Procurou-se por socorro no Cais do Porto. Lá, o Dr. Francisco Gallotti manifestou boa vontade, mas ele não tinha um guindaste adequado para um ambiente pequeno como o jardim do Palácio São Joaquim.

No dia 2 de dezembro, ainda não havia quem fizesse o serviço. Apenas conseguiu-se que a Marmoraria Santo Cristo apressasse o revestimento do pedestal do monumento. Mesmo assim, no dia 30 de novembro, D. Jaime fora ao Catete fazer uma visita ao presidente Café Filho, para convidá-lo à inauguração da peça.

Felizmente encontrou-se a tempo uma solução para o transporte da estátua. Seriam feitas duas torres no Palácio São Joaquim, uma de ferro e outra de madeira, que seriam depois levadas ao Largo do Machado, tão logo se conseguisse descer a imagem de seu pedestal nos jardins do palácio.

Então, a imagem foi transportada para o Largo do Machado, onde os marmoristas da Companhia Santo Cristo estavam trabalhando dia e noite. Em 8 de dezembro, D. Jaime foi ao local acompanhar as obras. A imagem já estava no pedestal, mas os operários caíam de sono – alguns trabalhavam havia quase 30 horas seguidas. Dr. Alberto Carlos Del Castilho pediu que se fizesse de tudo para atrasar a cerimônia por uma hora, pois faltava desarmar ambas as torres de ferro e de madeira, que os auxiliaram a suspender a imagem. Então, o Presidente foi avisado de que a cerimônia seria às 17h.

A hora se aproximava e os operários, ao desarmar a última torre, simplesmente atiravam tudo abaixo para ser recolhido pelos outros. Apenas deu tempo de abrir as placas de bronze com a bandeira pontifícia e a brasileira, pois o presidente Café Filho estava chegando.

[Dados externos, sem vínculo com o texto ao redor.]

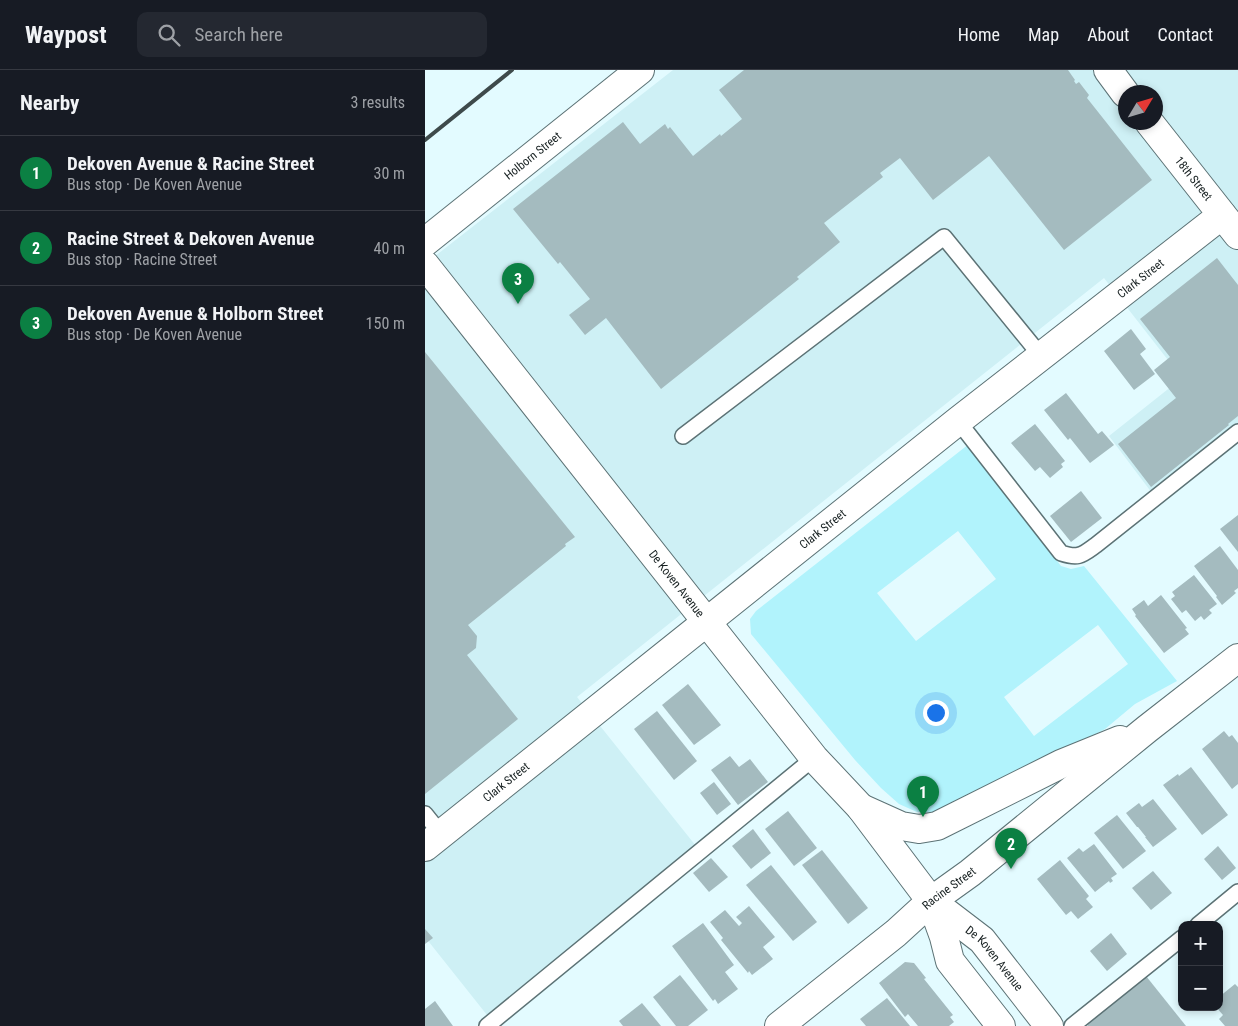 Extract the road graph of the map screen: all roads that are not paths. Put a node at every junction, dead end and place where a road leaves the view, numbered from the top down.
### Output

No dia seguinte, 9, foi realizada na Catedral uma missa de graças à firma Severo e Villares, para agradecer pelo empenho de seus diretores, engenheiros e operários, que em apenas duas semanas realizaram a proeza de construir e transportar, com meios quase primitivos, o monumento que agora embelezava o Largo do Machado.

A sinceridade de D. Jaime e a beleza da peça merecem este registro.